For the purposes of implementing a high-performance dynamic pathfinding algorithm on a sphere (in C++), I'm interested in performing an incremental constrained delaunay triangulation on the surface of a sphere. Existing libraries do not seem to be sufficient - the closest that I've been able to find so far is CGAL, which has the topological space right but the metric space wrong.
The library should have:
- Reasonable performance (I have about 100k points to put into it)
- Spherical topological and metric space (honestly, this overrules #1 by a wide margin)
- Incremental point insertion and deletion (for later algorithmic use)
At the moment, my only real options seem to be approximate (by using a projection on the 2D euclidean metric space and taking the tradeoff in Delaunay guarantee that provides) or to write my own, with all the trouble that entails. Does a library exist for constrained delaunay triangulation in the spherical metric space?
Since this is now marked as off-topic (due to spam?) I might as well give at least a comprehensive answer.

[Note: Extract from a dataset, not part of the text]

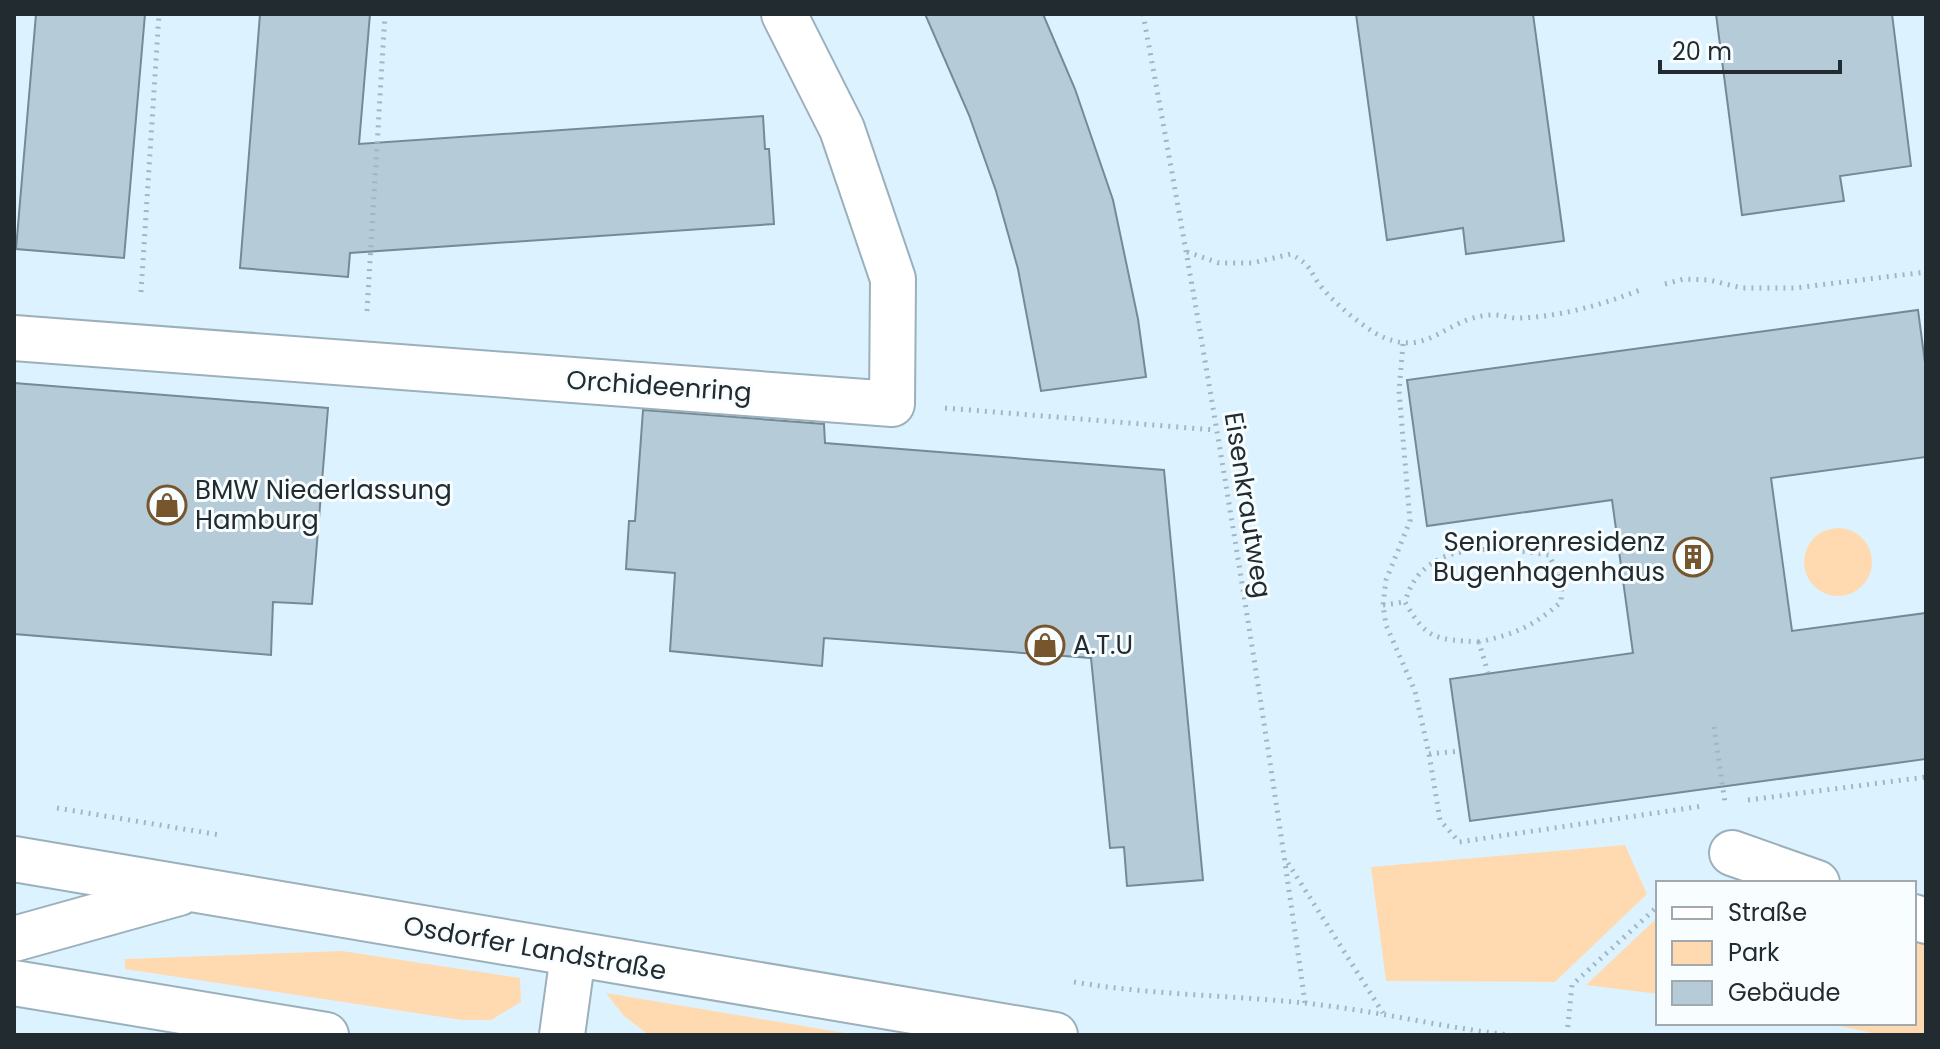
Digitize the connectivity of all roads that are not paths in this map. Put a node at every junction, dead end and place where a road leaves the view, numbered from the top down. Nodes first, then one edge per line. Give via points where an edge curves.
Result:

As far as I know there are - as of July 2017 - two options to compute a constrained delaunay triangulation of points on the sphere.
The first one is libdts2 (1). It is based on the CGAL 2D delaunay triangulation algorithms and uses rational points that are exactly on the sphere. Points that are not on the sphere are snapped to a close rational point that is exactly on the sphere (2). Its drawback is the usage of 4 auxiliary points that are always part of the triangulation. It is also not possible to insert any points very close to the north-pole. Computation of intersecting constraints is either extremely slow or only approximate.
The other option is to implement the proposed algorithm in (3). In this approach points do not have to be exactly on the sphere. Unfortunately no code is available yet, though there are plans to integrate it into CGAL (4).
Thus your best bet is to use libdts2 until GeometryFactory/INRIA release their code. This should not pose much of a problem since the interface of libdts2 resembles the interface of the CGAL triangulation algorithms in most aspects.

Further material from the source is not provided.